Lectura
Najum 3
1¡Ay de la ciudad de crimen, extremadamente traicionera, llena de violencia, donde nunca cesa la matanza!
2¡Chasquido de látigo y estruendo de ruedas, corceles galopantes y carros que saltan!
3¡Jinetes al ataque, espadas destellantes, y lanzas brillantes! huestes de muertos y montones de cadáveres, cuerpos muertos sin número y tropiezan sobre los cuerpos.
4A causa de las ramerías de la ramera, la simpática maestra de hechicería, que entrampó a las naciones con sus ramerías y a los pueblos con su hechicería,
5Me voy a encargar de ti, declara Yahweh Tzeva’ot. Te levantaré las faldas hasta tu rostro y exhibiré tu desnudez a las naciones y tu vergüenza a los reinos.
6Te echaré encima cosas repugnantes y te desfiguraré y haré de ti un espectáculo.
7Todos los que te vean se apartarán de ti y dirán: ¡Han saqueado a Niniweh! ¿Quién la consolará? ¿Dónde buscaré a alguien que te consuele?
8¿Eras tú mejor que NoAmón, que se sentaba junto al Río, rodeada de agua y su fortificación era un río, su muro consistía del mar?
9La populosa Kush, la rebosante Mitzraim, Put y los lubim y estos eran sus ayudantes.
10Sin embargo a ella la exiliaron, la llegaron en cautiverio. A sus bebés, también, los estrellaron en pedazos en cada esquina. Echaron suertes por sus hombres honorables, y a todos sus nobles los ataron con cadenas.
11Tú también te embriagarás y te derrotarán completamente; tú también buscarás dónde refugiarte del enemigo.
12Todos tus fuertes son como higueras con fruto maduro, que si las sacuden caen en la boca de los devoradores.
13Verdaderamente, las tropas que hay en ti son mujeres; las puertas de tu país se han abierto a tus enemigos; el fuego ha consumido las trancas de tus puertas.
14¡Saca agua para el asedio, refuerza tus fuertes; pisa el barro, pisotea el lodo, agarra el molde de ladrillos!

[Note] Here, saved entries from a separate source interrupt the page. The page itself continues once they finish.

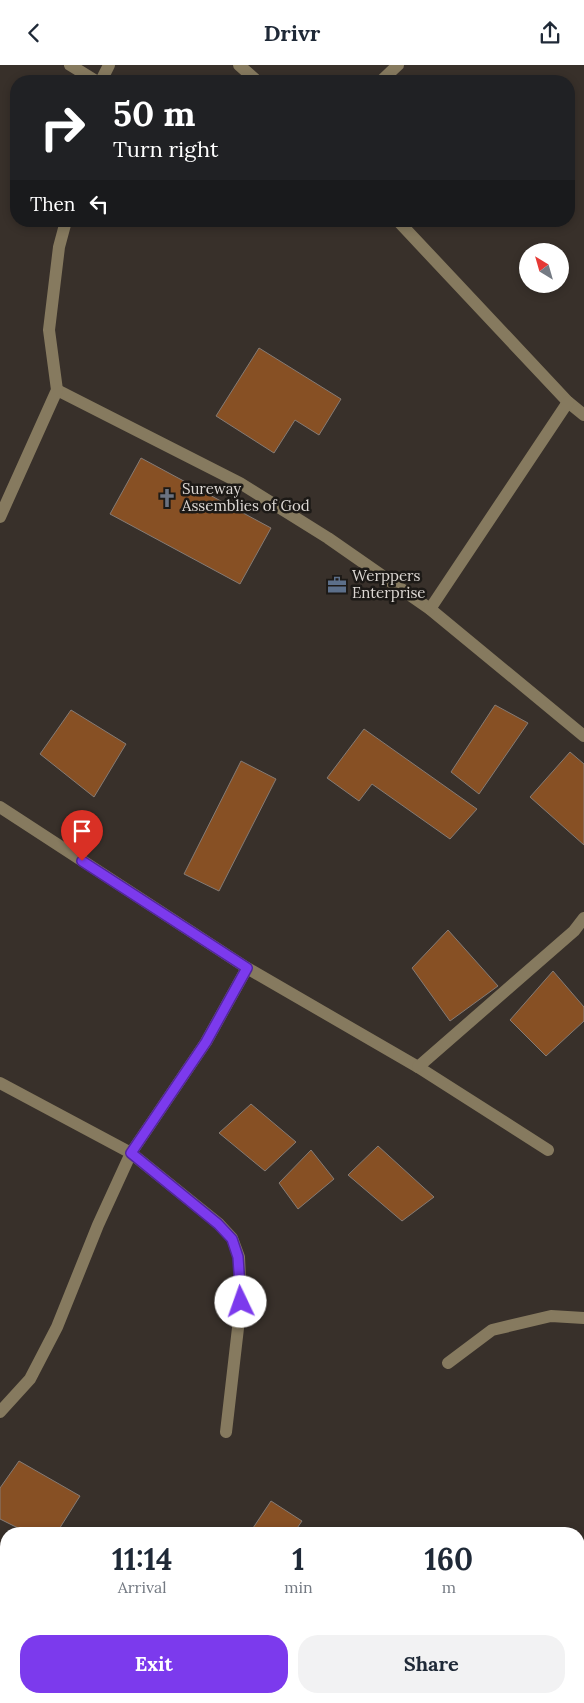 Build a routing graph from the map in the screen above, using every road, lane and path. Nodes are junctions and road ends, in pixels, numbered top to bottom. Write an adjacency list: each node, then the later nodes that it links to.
1 (70, 65): 4 (street)
2 (239, 65): 5 (street)
3 (398, 65): 6 (street)
4 (86, 75)
5 (250, 75)
6 (388, 75)
7 (64, 227): 9 (street)
8 (404, 227): 10 (street)
9 (57, 390): 12 (street); 13 (street)
10 (568, 402): 11 (street); 13 (street)
11 (584, 415)
12 (0, 517)
13 (430, 609): 14 (street)
14 (584, 736)
15 (0, 807): 17 (street)
16 (584, 918): 18 (street)
17 (247, 968): 18 (street); 21 (street)
18 (418, 1067): 20 (street)
19 (0, 1083): 21 (street)
20 (548, 1150)
21 (131, 1153): 24 (street); 25 (street)
22 (584, 1318): 23 (street)
23 (448, 1363)
24 (0, 1412)
25 (226, 1432)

15Ahí te devorará el fuego, la espada te pondrá fin; te devorará como la oruga. ¡Multiplícate como orugas, multiplícate como langostas!
16Tenías más mercaderes que las estrellas del shamaim y las orugas soltaron sus pieles y volaron.

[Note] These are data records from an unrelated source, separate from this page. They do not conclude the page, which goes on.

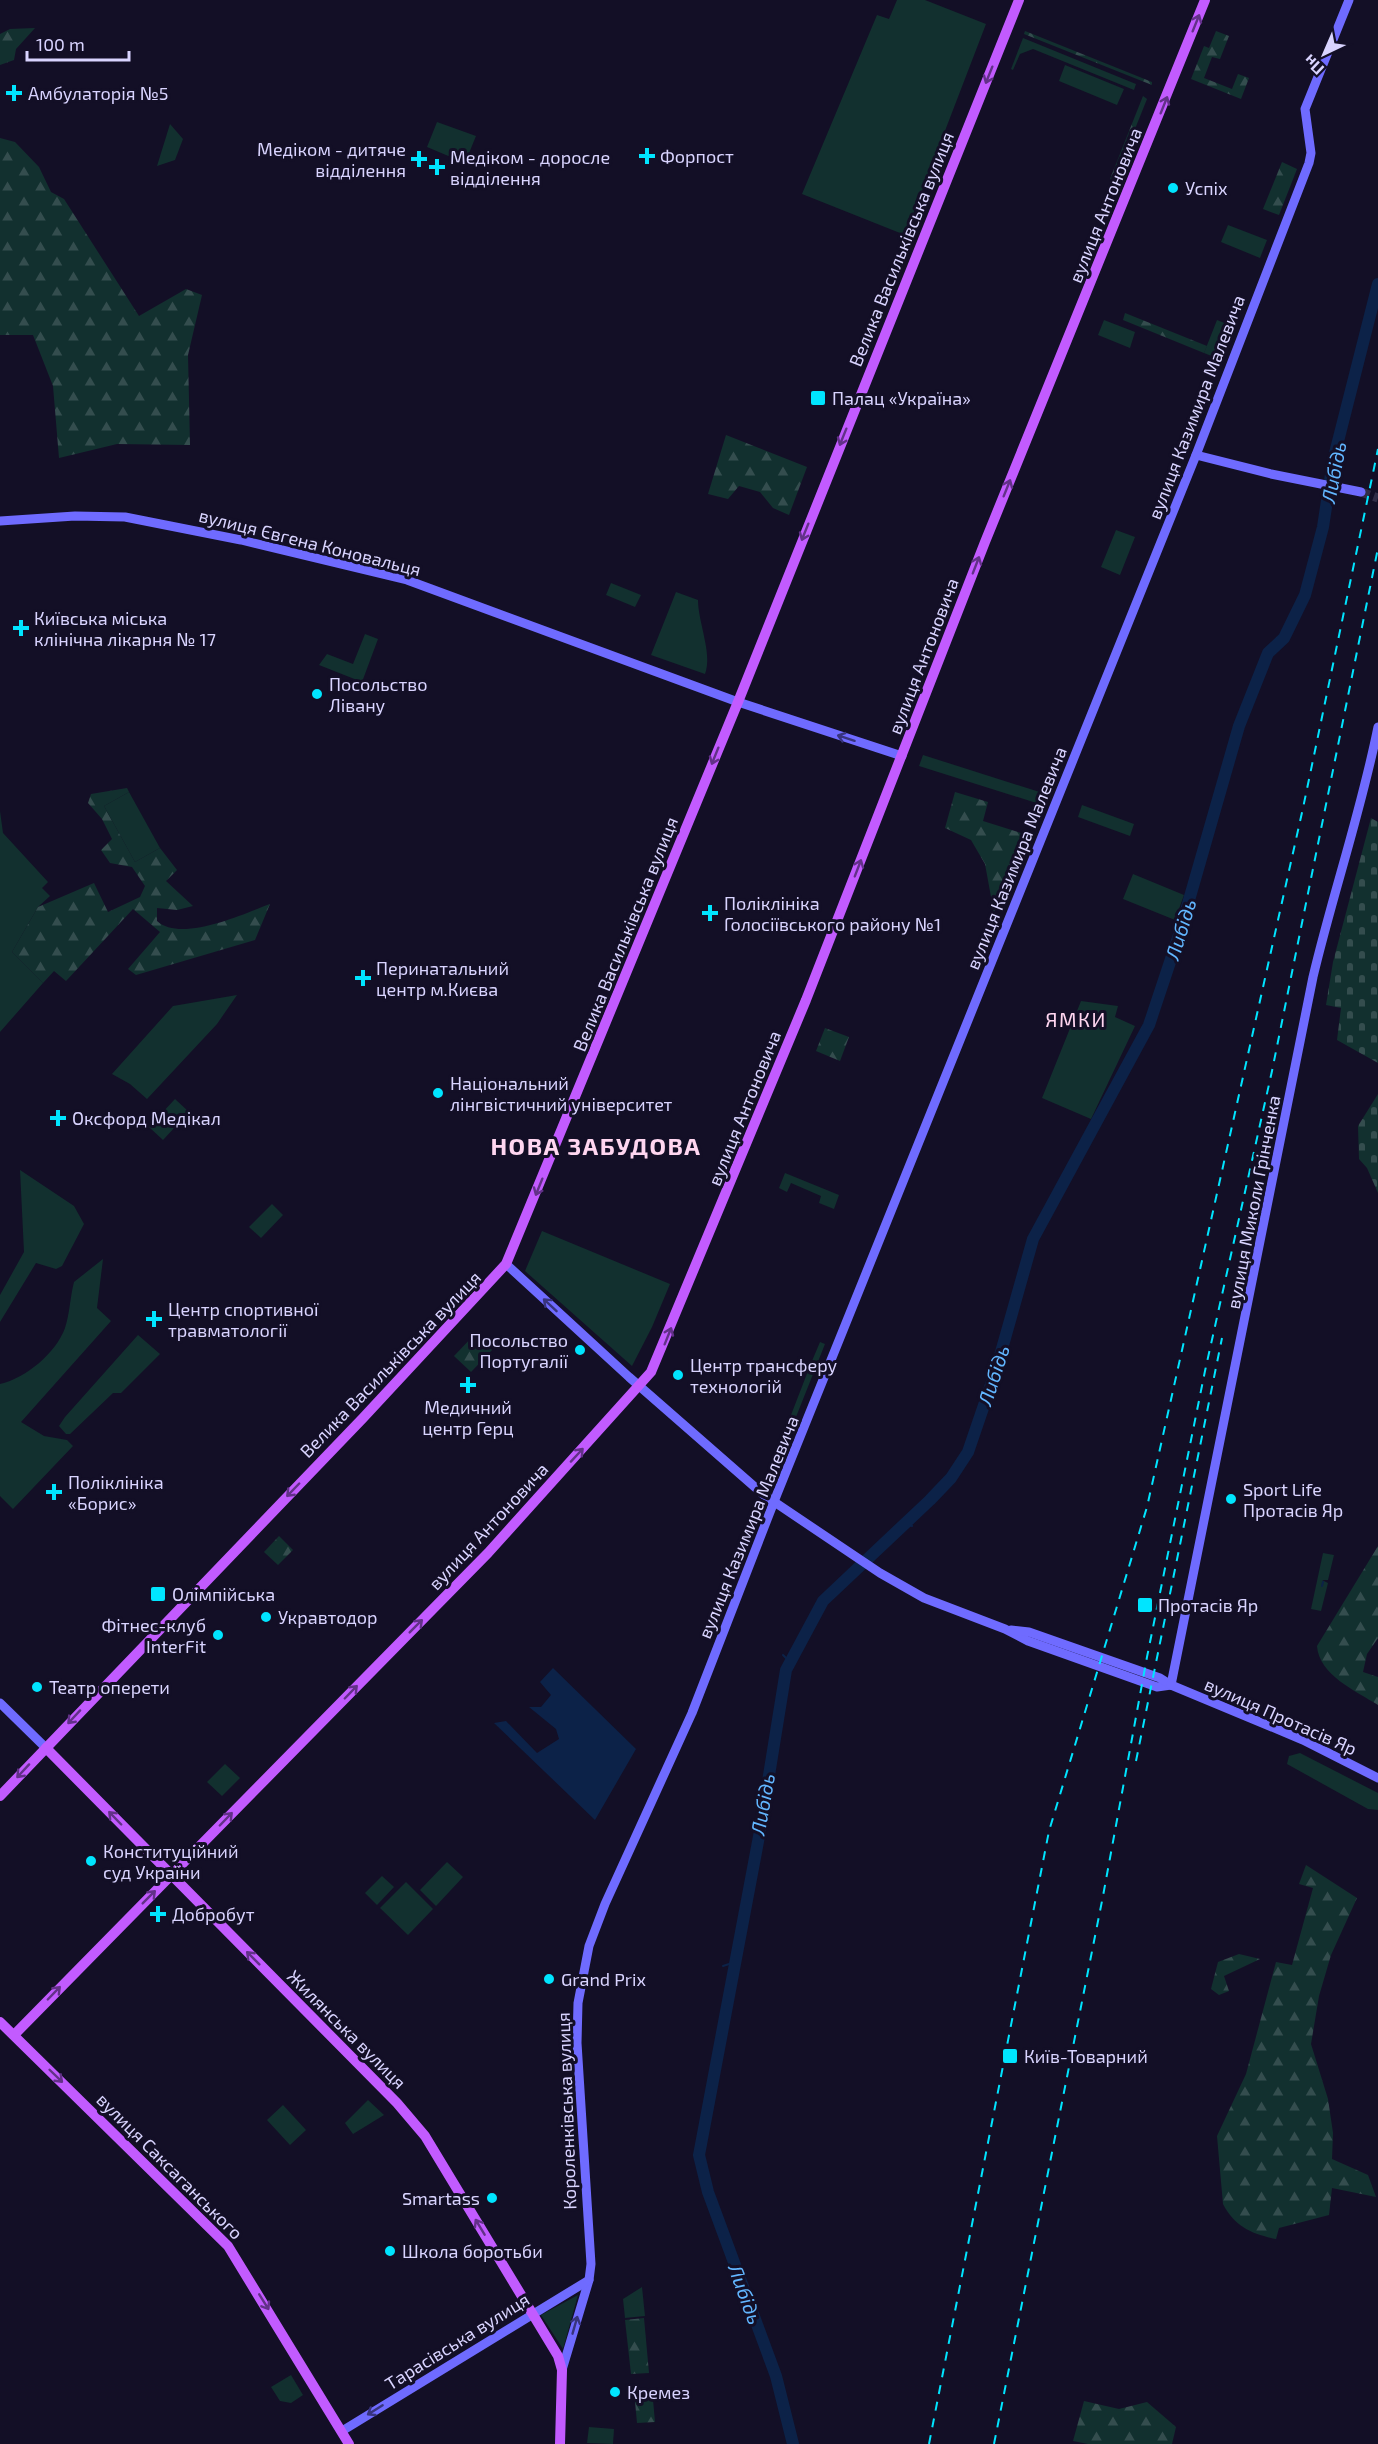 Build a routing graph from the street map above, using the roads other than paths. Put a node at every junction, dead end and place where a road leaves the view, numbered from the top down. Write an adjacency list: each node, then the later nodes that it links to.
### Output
1 (1019, 0): 7 (main road, Велика Васильківська вулиця, one-way to 7)
2 (1205, 0): 9 (main road, вулиця Антоновича, one-way to 2)
3 (1349, 0): 4 (main road, вулиця Казимира Малевича)
4 (1196, 455): 5 (main road); 12 (main road, вулиця Казимира Малевича)
5 (1361, 492)
6 (0, 521): 7 (main road, вулиця Євгена Коновальця)
7 (738, 702): 9 (main road, вулиця Євгена Коновальця, one-way to 7); 10 (main road, Велика Васильківська вулиця, one-way to 10)
8 (1378, 727): 13 (main road, вулиця Миколи Грінченка)
9 (902, 756): 11 (main road, вулиця Антоновича, one-way to 9)
10 (507, 1264): 11 (main road, one-way to 10); 16 (main road, Велика Васильківська вулиця, one-way to 16)
11 (640, 1387): 12 (main road); 19 (main road, вулиця Антоновича, one-way to 11)
12 (774, 1503): 13 (main road); 15 (main road, вулиця Казимира Малевича)
13 (1171, 1685): 17 (main road, вулиця Протасів Яр)
14 (0, 1703): 16 (main road, Жилянська вулиця)
15 (687, 1724): 22 (main road, Короленківська вулиця)
16 (45, 1748): 18 (main road, Велика Васильківська вулиця, one-way to 18); 19 (main road, Жилянська вулиця, one-way to 16)
17 (1378, 1778)
18 (0, 1796)
19 (170, 1875): 21 (main road, вулиця Антоновича, one-way to 19); 23 (main road, Жилянська вулиця, one-way to 19)
20 (0, 2022): 21 (main road, вулиця Саксаганського)
21 (14, 2035): 25 (main road, вулиця Саксаганського, one-way to 25)
22 (581, 2291): 23 (main road, Тарасівська вулиця); 24 (main road, Короленківська вулиця, one-way to 22)
23 (532, 2313): 24 (main road, Жилянська вулиця); 25 (main road, Тарасівська вулиця, one-way to 25)
24 (562, 2370): 27 (main road, Жилянська вулиця)
25 (342, 2431): 26 (main road, вулиця Саксаганського)
26 (349, 2444)
27 (560, 2444)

17Tus guardias eran como langostas, tus alguaciles como montones de saltamontes que se posan en las cercas de piedra en un día frío; cuando sale el sol, ellas vuelan, y nadie sabe dónde están.
18Tus pastores están soñolientos, oh melej de Ashur; tus jefes pastores yacen inertes; tu pueblo está esparcido por las colinas, y no hay nadie que las reúna.
19No hay cura para tu lastimadura; tu herida es grave. Todos los que oyen las noticias acerca de ti aplauden por ti. Porque ¿quién no ha sufrido por tu constante maldad.